In 1916, Jung became the director general of the Sinai League of which his father was founder and president. Meir Tzvi founded the journal, "The Sinaist", based on the Torah im derekh eretz philosophy. Jung became the editor of this bi-monthly journal, which he claimed expressed his father's philosophy, "study is great, for it leads to (right) action".

Jung, like his father, received a secular and Talmudic education. He attended Cambridge University and he received his doctorate from the University of London. In 1910 he attended the Yeshiva of Eperies and in 1911 he went to study in Galanta, Hungary. He also attended the Hildesheimer Rabbinical Seminary in Berlin. Jung claimed that he received three rabbinic ordinations, from Mordechai Zevi Schwartz, Abraham Isaac Kook and David Zvi Hoffmann of Berlin. He regarded his semikhah from Hoffman as, "his last and most cherished semikhah".

==Early career==
Jung's first American pulpit was in Cleveland, where he arrived in January 1920. In Cleveland he was an, "utterly novel phenomenon, the first English speaking Orthodox rabbi, bearded and a Ph.D." He saw a weak adherence to a dying Orthodoxy there, which he tried to revive. It was there that he raised funds for the first of 15 new aesthetic and modern mikvaos in the United States, to replace unsightly and ill-maintained earlier ones. His new mikvehs, "hygienically and aesthetically on the heights of Judaism". He stated in Rhythm of Life, p. 44

I can remember a number of loathsome places ... and I cannot criticize too sharply the carelessness, which made such conditions possible. Coupled with the inability of the rabbis to discuss this all-important subject and with a lack of informed rebellion among women (who should have refused to get married before the community established decent mikvaoth) the situation prevailed which rendered such hostility on the part of the half informed and uninformed young women more intelligible.

Jung was involved in raising standards by actively creating commissions to improve observance of most aspects of Jewish ritual life including circumcision, conversion, kashrut, shabbat, burial, and mikveh.

After serving for two and a half years at the Knesset Israel congregation in Cleveland, in 1922 he and his wife Irma Rothschild were asked to come to New York City, for the position of rabbi at the prestigious Jewish Center Synagogue, in New York.

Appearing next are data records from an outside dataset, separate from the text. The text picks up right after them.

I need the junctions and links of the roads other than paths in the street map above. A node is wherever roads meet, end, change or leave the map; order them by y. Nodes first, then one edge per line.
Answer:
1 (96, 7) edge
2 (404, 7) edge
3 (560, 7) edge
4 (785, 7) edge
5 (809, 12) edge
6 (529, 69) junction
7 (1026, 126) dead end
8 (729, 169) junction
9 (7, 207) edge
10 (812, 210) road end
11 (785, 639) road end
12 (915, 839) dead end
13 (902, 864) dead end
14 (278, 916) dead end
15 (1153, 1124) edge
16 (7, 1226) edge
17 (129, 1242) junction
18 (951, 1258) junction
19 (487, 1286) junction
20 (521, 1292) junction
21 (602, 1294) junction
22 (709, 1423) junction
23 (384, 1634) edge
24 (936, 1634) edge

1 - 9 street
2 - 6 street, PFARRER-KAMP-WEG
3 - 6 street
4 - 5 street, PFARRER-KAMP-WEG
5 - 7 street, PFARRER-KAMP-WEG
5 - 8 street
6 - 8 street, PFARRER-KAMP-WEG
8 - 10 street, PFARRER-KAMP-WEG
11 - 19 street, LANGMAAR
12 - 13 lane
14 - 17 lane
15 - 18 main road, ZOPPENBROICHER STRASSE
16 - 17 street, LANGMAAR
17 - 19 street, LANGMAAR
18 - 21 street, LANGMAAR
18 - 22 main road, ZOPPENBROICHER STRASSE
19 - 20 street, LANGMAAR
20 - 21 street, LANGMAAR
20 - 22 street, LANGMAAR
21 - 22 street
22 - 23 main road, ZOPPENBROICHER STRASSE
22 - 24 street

Jung hired Joseph Kaminetsky to serve as principal of the newly founded afternoon school and Kaminetsky later became executive director of Manhattan Day School, which evolved from the Jewish Center Day School. Kaminetsky later became the director of the Torah Umesorah school system.

Since Orthodoxy was not well represented in the Jewish-American publication world, Jung's Jewish Library Series and his other works played an important role in creating books for and about Orthodox Judaism. The multi-volumed series helped promote traditional rabbinic biography and literature among the American public, though they had limited circulation.

In 1926, Jung, as head of the editorial board of the Jewish Forum, recommended that all Jewish organizations have Sabbath observance as a fundamental purpose. The Orthodox Union (then known as the Union of Orthodox Jewish Congregations of America, or UOJCA) instituted a Sabbath Committee, which included Jung. The committee's goal was to educate, to rally loyalty to the Sabbath, and facilitate employment opportunities for Sabbath observers.

Jung was vice president of the UOJCA, from 1926 to 1934. In 1926, Jung organized The Rabbinic Council of the UOJCA and was its president for the following eight years. The Rabbinic Council was to assume the rabbinic functions of the Union, including kashrut supervision; the "OU" became its organizational symbol and trademark. As vice president of the UOJCA and organizer of its Rabbinic Council, Jung and others began a crusade to fight the corrupt "kashrut jungle" and replace it with a reliable system under the OU imprint.

==War years==
Jung was chairman of the American Beth Jacob Committee, founded to support schools for European Orthodox Jewish girls formed in 1927. Run by Agudath Israel, the movement was founded by Sara Schenirer, with the help of some leading Western European Jews, to provide an education for girls. He held the position for a half century. In this role, he was involved with the promulgating in America of the tragic story of the 93 Beis Yaakov "Martyrs". He instituted Kaddish at the Jewish Center for them. Some consider the story apocryphal.

As late as 1942, Jung was raising money and addressing audiences on the significance of Agudat Yisrael; however he quit his membership after the State of Israel was founded when Agudat Yisrael would not co-operate with the Israeli government, even on non-religious affairs.

Jung was sent to Palestine by the American Fund for Palestine Institutions, which supported eighty-six institutions from opera to Beth Jacob, from Habimah (the theatre) to Yeshiva Institutions. Jung also went as chair of the JDC Cultural Committee helping in supporting Yeshivas.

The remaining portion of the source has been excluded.